What does Disk Encryption not protect you from?
Disk encryption is far from a panacea and doesn’t protect you actually from most threats. It is important to understand the limitations of disk encryption.
In a nutshell it only protects you against attackers that have physical access to your device. You are still susceptible to all the countless attacks when you have disk encryption such as your traffic being observed, SSL stripping, browser attacks, malware rootkits and so on and it provides no protection whatsoever when your system is powered on and the key has been entered. Any adversary or malware that gets on your system at this point can get access to your files and data and even potentially steal your key from memory as well as use key loggers to record your keystrokes and passwords.
Once you enter your password or key or use a token to decrypt your drive the key is in memory. Anyone who can get access to the memory can determine your key and therefore decrypt your drive. Even if your device has the screen lock it can be bypassed.
In some cases, it is possible to recover the key from memory shortly after the device has been switched off. This is called a cold boot attack.
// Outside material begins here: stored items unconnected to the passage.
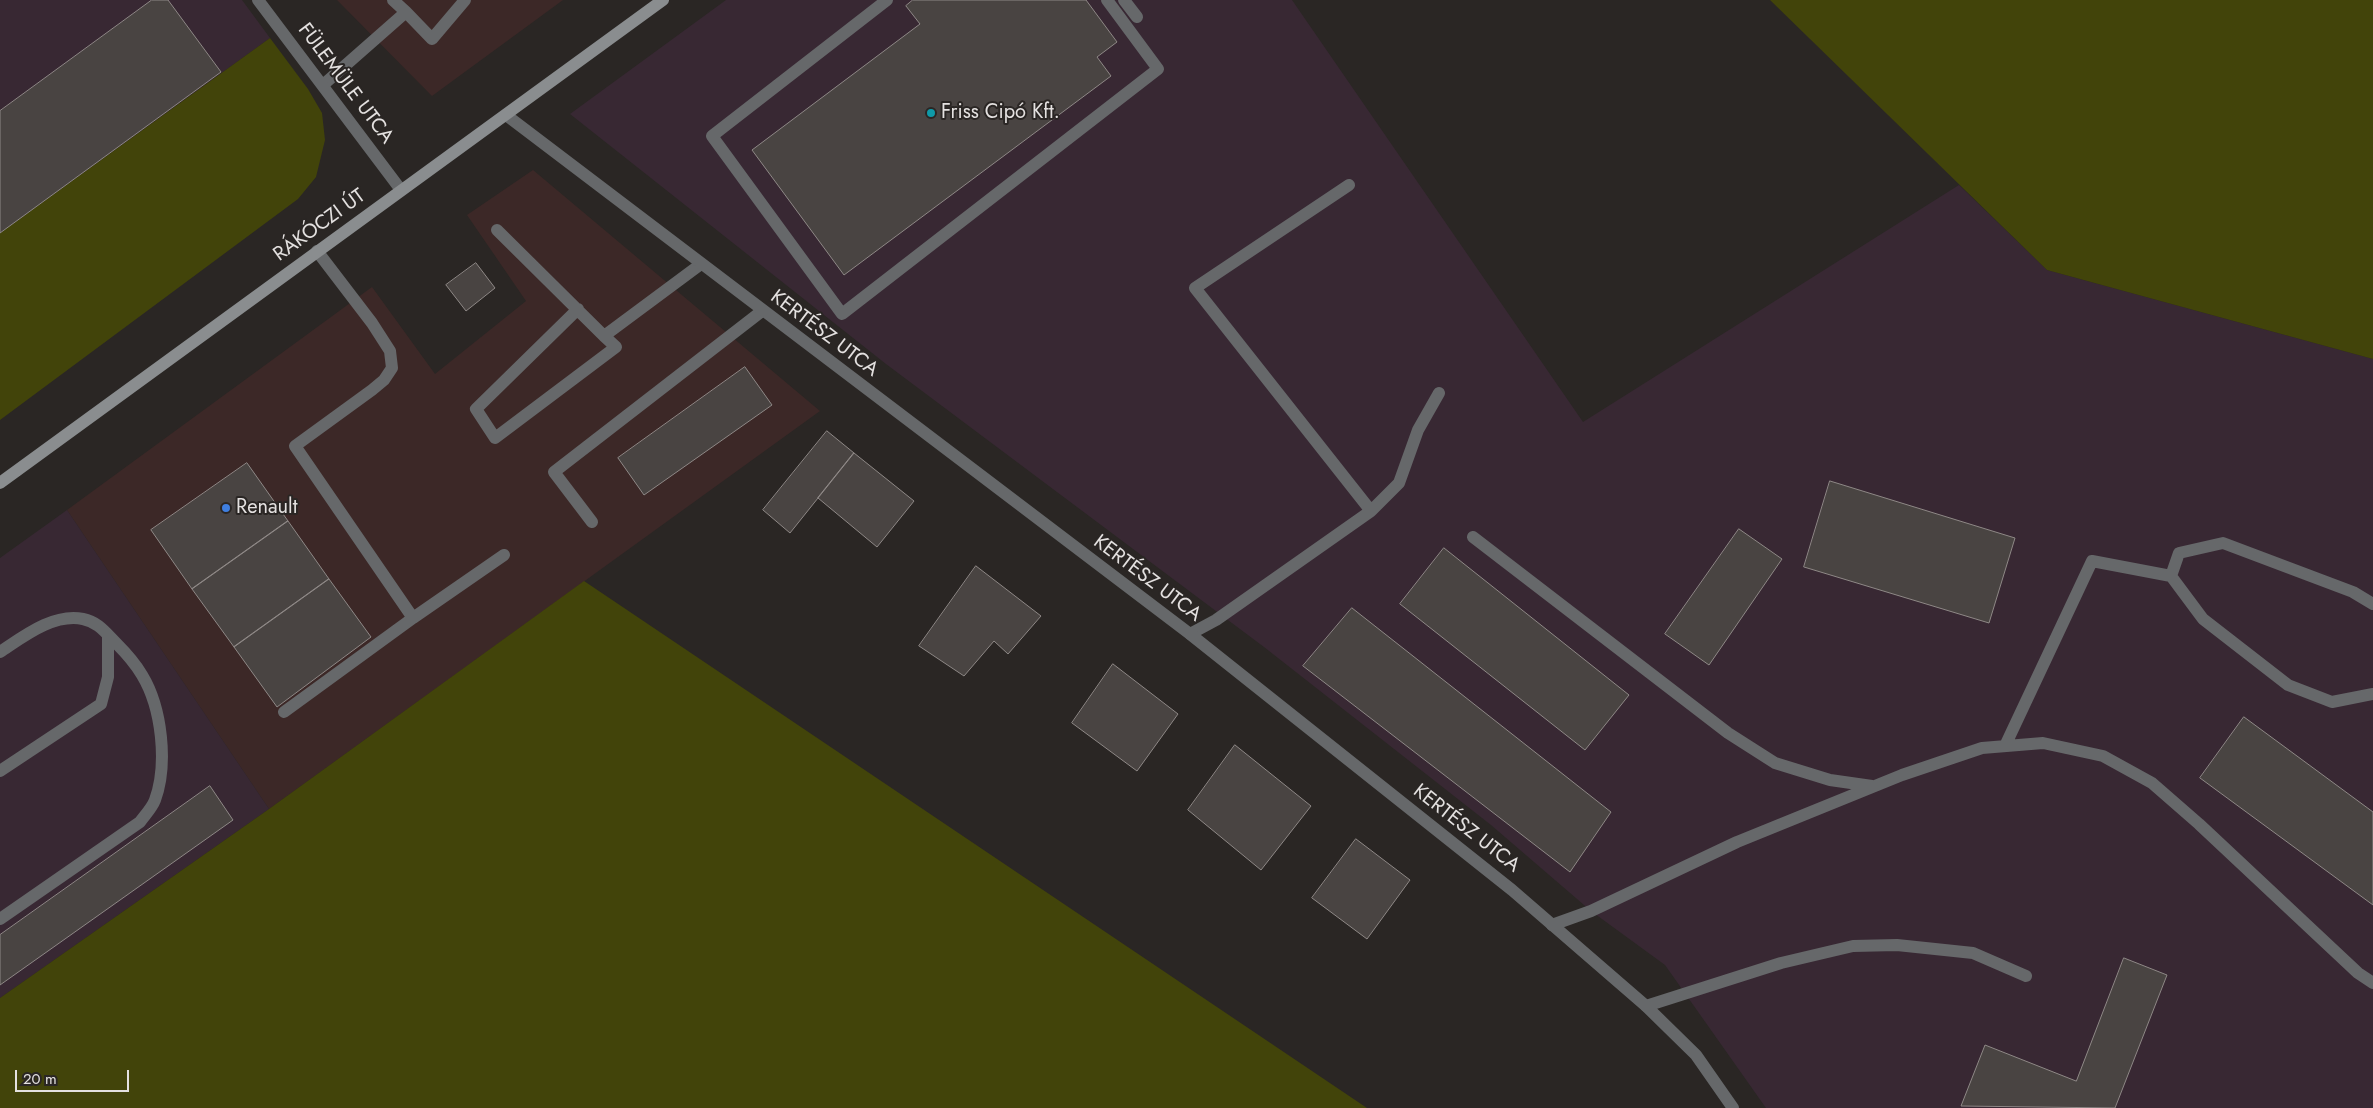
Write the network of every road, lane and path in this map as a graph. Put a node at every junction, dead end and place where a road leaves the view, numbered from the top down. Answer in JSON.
{"nodes":[{"id":1,"x":258,"y":0,"type":"edge"},
{"id":2,"x":393,"y":0,"type":"edge"},
{"id":3,"x":465,"y":0,"type":"edge"},
{"id":4,"x":663,"y":0,"type":"edge"},
{"id":5,"x":887,"y":0,"type":"edge"},
{"id":6,"x":1107,"y":0,"type":"edge"},
{"id":7,"x":1124,"y":0,"type":"edge"},
{"id":8,"x":406,"y":12,"type":"junction"},
{"id":9,"x":1137,"y":17,"type":"dead end"},
{"id":10,"x":323,"y":85,"type":"junction"},
{"id":11,"x":506,"y":115,"type":"junction"},
{"id":12,"x":1349,"y":185,"type":"dead end"},
{"id":13,"x":401,"y":190,"type":"junction"},
{"id":14,"x":498,"y":230,"type":"dead end"},
{"id":15,"x":317,"y":251,"type":"junction"},
{"id":16,"x":701,"y":264,"type":"junction"},
{"id":17,"x":578,"y":309,"type":"junction"},
{"id":18,"x":762,"y":311,"type":"junction"},
{"id":19,"x":604,"y":336,"type":"junction"},
{"id":20,"x":1439,"y":393,"type":"dead end"},
{"id":21,"x":0,"y":483,"type":"edge"},
{"id":22,"x":1371,"y":511,"type":"junction"},
{"id":23,"x":592,"y":522,"type":"dead end"},
{"id":24,"x":1473,"y":537,"type":"dead end"},
{"id":25,"x":504,"y":555,"type":"dead end"},
{"id":26,"x":2171,"y":576,"type":"junction"},
{"id":27,"x":2373,"y":604,"type":"edge"},
{"id":28,"x":413,"y":618,"type":"junction"},
{"id":29,"x":1190,"y":634,"type":"junction"},
{"id":30,"x":108,"y":635,"type":"junction"},
{"id":31,"x":0,"y":652,"type":"edge"},
{"id":32,"x":2373,"y":694,"type":"edge"},
{"id":33,"x":284,"y":712,"type":"dead end"},
{"id":34,"x":2004,"y":746,"type":"junction"},
{"id":35,"x":0,"y":770,"type":"edge"},
{"id":36,"x":1873,"y":787,"type":"junction"},
{"id":37,"x":0,"y":919,"type":"edge"},
{"id":38,"x":1552,"y":925,"type":"junction"},
{"id":39,"x":2026,"y":976,"type":"dead end"},
{"id":40,"x":2373,"y":983,"type":"edge"},
{"id":41,"x":1646,"y":1006,"type":"junction"},
{"id":42,"x":1733,"y":1108,"type":"edge"}],
"edges":[{"from":1,"to":10,"type":"street","name":"FÜLEMÜLE UTCA"},
{"from":2,"to":8,"type":"street"},
{"from":3,"to":8,"type":"street"},
{"from":4,"to":11,"type":"main road","name":"RÁKÓCZI ÚT"},
{"from":5,"to":6,"type":"street"},
{"from":7,"to":9,"type":"street"},
{"from":8,"to":10,"type":"street"},
{"from":10,"to":13,"type":"street","name":"FÜLEMÜLE UTCA"},
{"from":11,"to":13,"type":"main road","name":"RÁKÓCZI ÚT"},
{"from":11,"to":16,"type":"street","name":"KERTÉSZ UTCA"},
{"from":12,"to":22,"type":"street"},
{"from":13,"to":15,"type":"main road","name":"RÁKÓCZI ÚT"},
{"from":14,"to":17,"type":"street"},
{"from":15,"to":21,"type":"main road","name":"RÁKÓCZI ÚT"},
{"from":15,"to":28,"type":"street"},
{"from":16,"to":18,"type":"street","name":"KERTÉSZ UTCA"},
{"from":16,"to":19,"type":"street"},
{"from":17,"to":19,"type":"street"},
{"from":17,"to":19,"type":"street"},
{"from":18,"to":23,"type":"street"},
{"from":18,"to":29,"type":"street","name":"KERTÉSZ UTCA"},
{"from":20,"to":22,"type":"street"},
{"from":22,"to":29,"type":"street"},
{"from":24,"to":36,"type":"street"},
{"from":25,"to":28,"type":"street"},
{"from":26,"to":27,"type":"street"},
{"from":26,"to":32,"type":"street"},
{"from":26,"to":34,"type":"street"},
{"from":28,"to":33,"type":"street"},
{"from":29,"to":38,"type":"street","name":"KERTÉSZ UTCA"},
{"from":30,"to":31,"type":"street"},
{"from":30,"to":35,"type":"street"},
{"from":30,"to":37,"type":"street"},
{"from":34,"to":36,"type":"street"},
{"from":34,"to":40,"type":"street"},
{"from":36,"to":38,"type":"street"},
{"from":38,"to":41,"type":"street","name":"KERTÉSZ UTCA"},
{"from":39,"to":41,"type":"street"},
{"from":41,"to":42,"type":"street","name":"KERTÉSZ UTCA"}]}
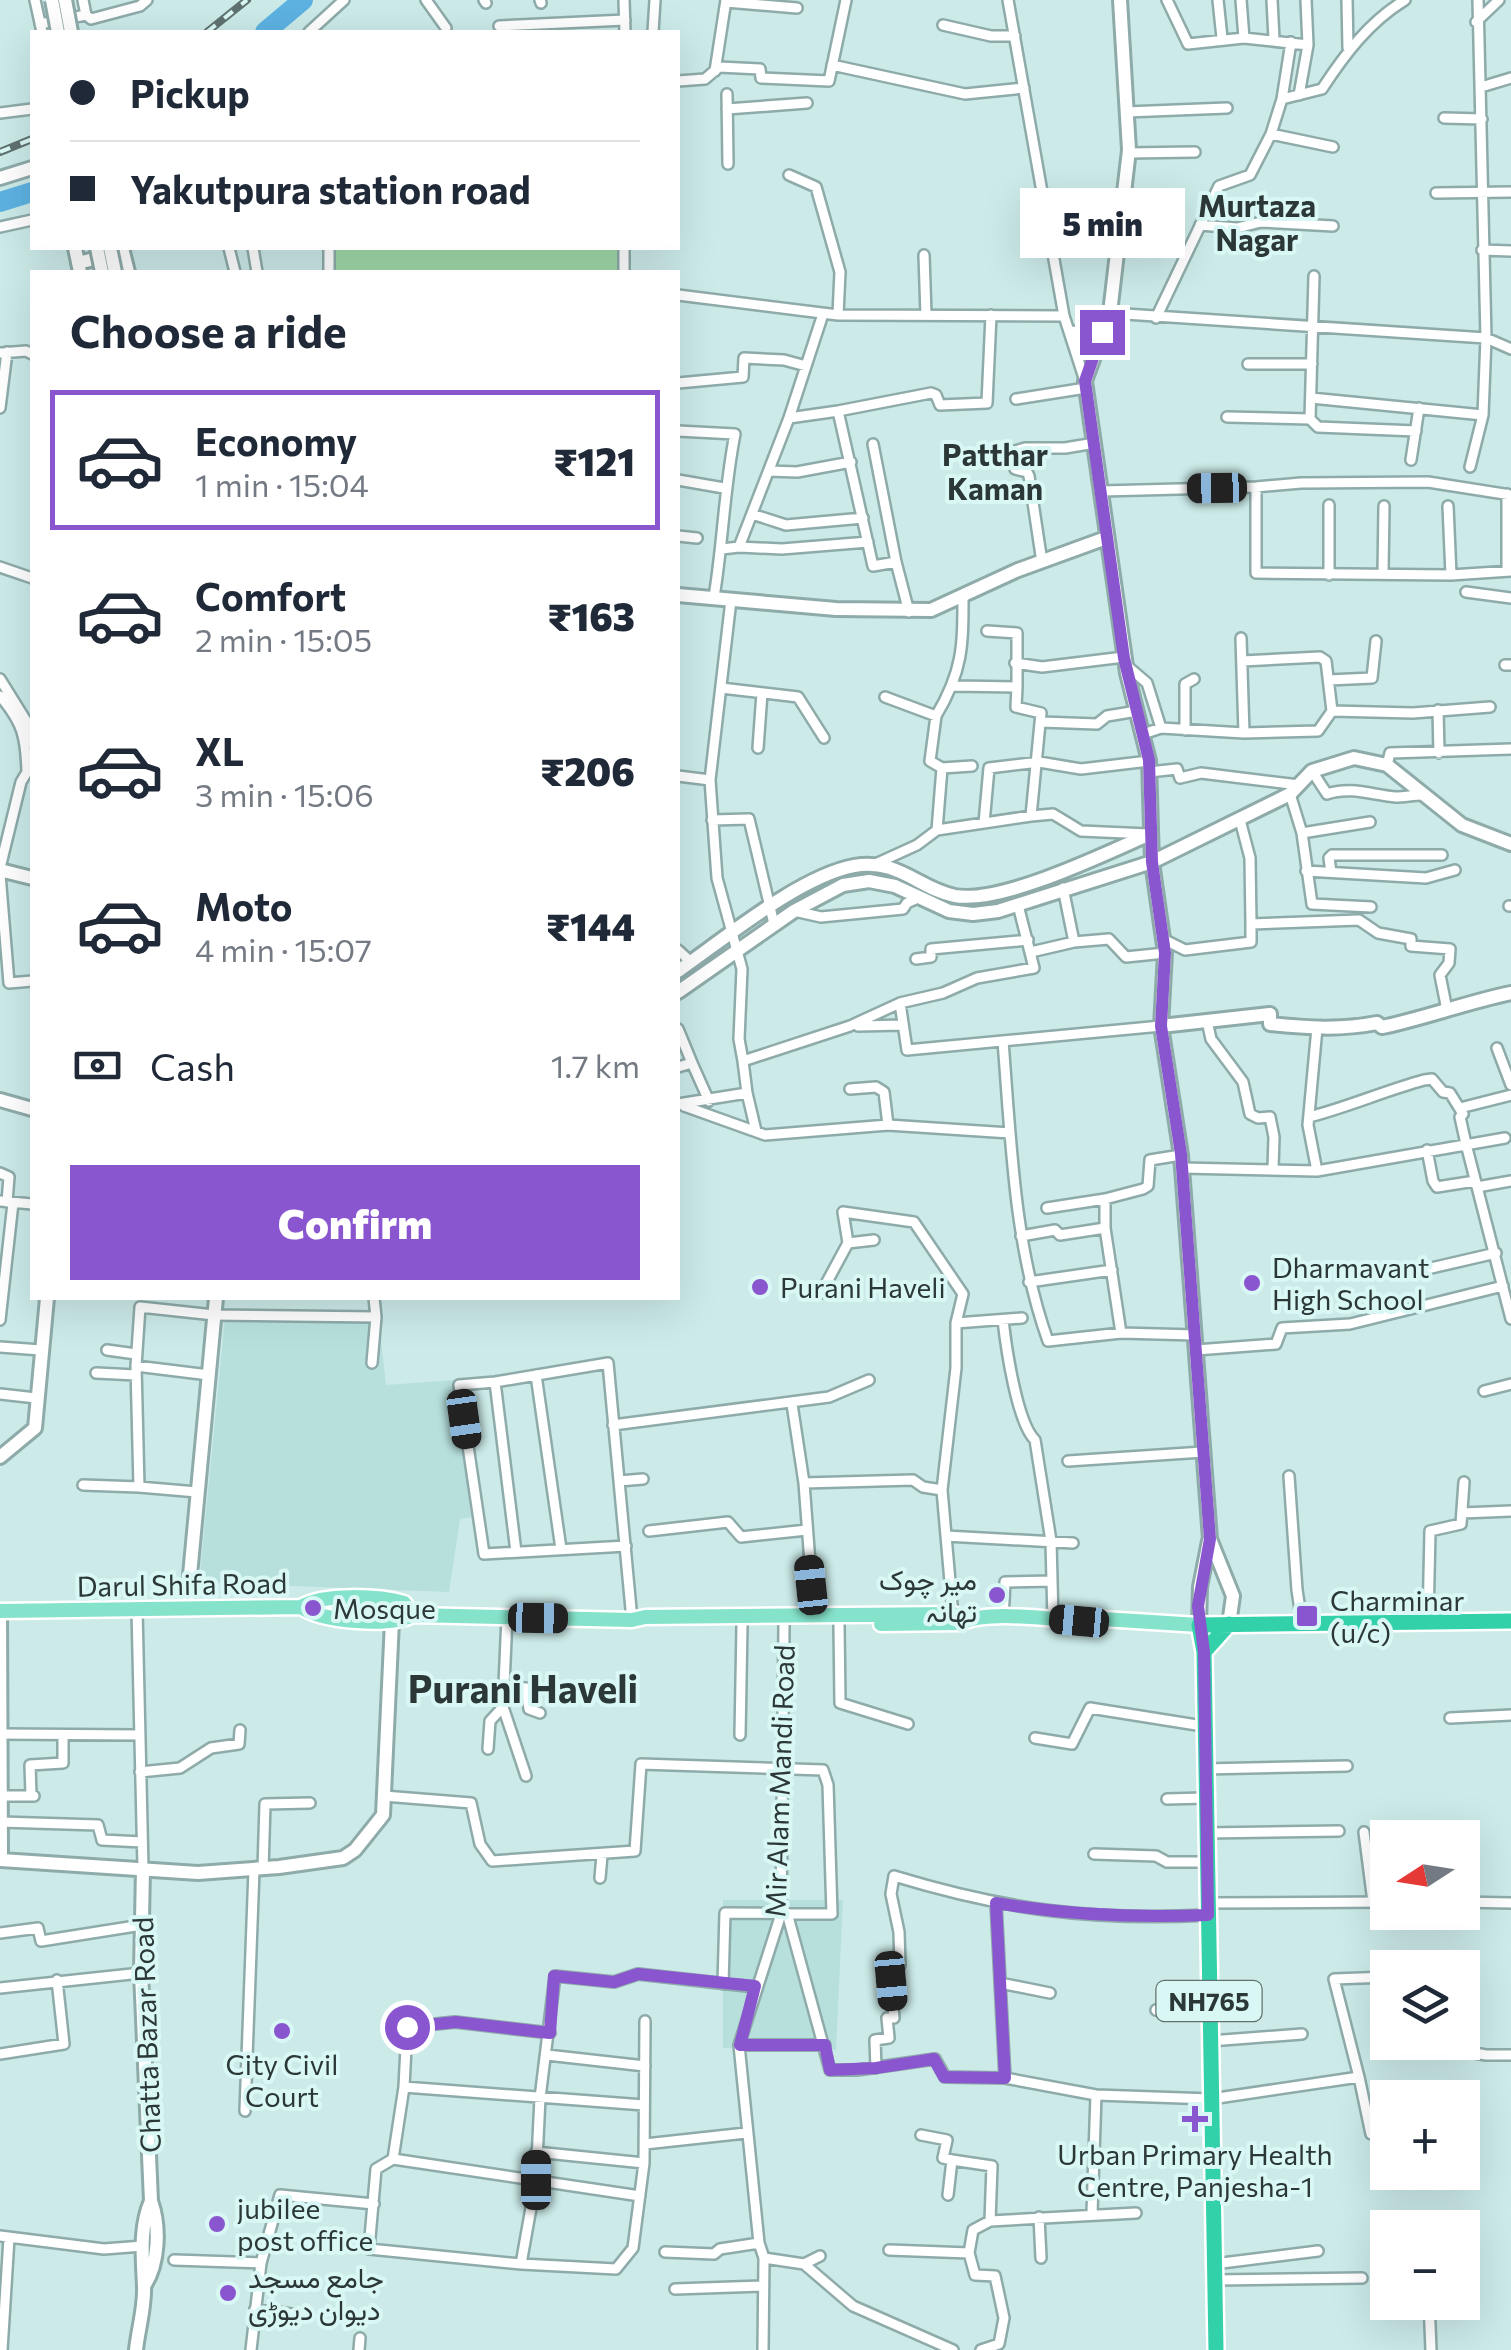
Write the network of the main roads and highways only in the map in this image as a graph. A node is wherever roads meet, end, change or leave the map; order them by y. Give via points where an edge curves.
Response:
1 (301, 1607) junction
2 (0, 1611) edge
3 (413, 1615) junction
4 (959, 1618) junction
5 (634, 1620) junction
6 (1503, 1621) edge
7 (1229, 1624) junction
8 (1193, 1625) junction
9 (1511, 1629) edge
10 (1204, 1652) junction
11 (1216, 2350) edge

1 - 2 main road, Darul Shifa Road
1 - 3 main road, Darul Shifa Road via 318,1617 392,1621
1 - 3 main road via 321,1598 401,1601
3 - 5 main road, Darul Shifa Road
4 - 5 main road, Darul Shifa Road
4 - 5 main road via 661,1626
4 - 8 main road, Darul Shifa Road via 1083,1619 1086,1627
6 - 7 highway
6 - 9 highway
7 - 8 highway
7 - 10 highway
8 - 10 highway, NH765
10 - 11 highway, NH765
The key can remain for a short period of time in memory shortly after being switched off and then that key can be recovered through the cold boot attack.
Disk encryption doesn’t protect you if you live in a country with mandatory disclosure laws that force you to give up your decryption key. There is also no protection from coersion or someone hitting you on the head with a spanner untill you give up your key.
There is little protection against a well resourced adversary such as a nation state who is able to tamper with your device without your knowledge and then later when you use it only the strongest disk encryption set up stands any chance of protecting your files. If your device has been tampered with by a well-resourced adversary and then after you enter in your key it is likely to result in it being captured. That’s a very hard attack to mitigate, if your device has been out of your hands and somebody has tampered with it
And obviously if you backup your files on an encrypted disk and you back them up somewhere else those files are not going to be encrypted and they will be vulnerable so backups must be encrypted too.
So that is what disk encryption protects you from and what it doesn’t protect you from so I hope that is clear.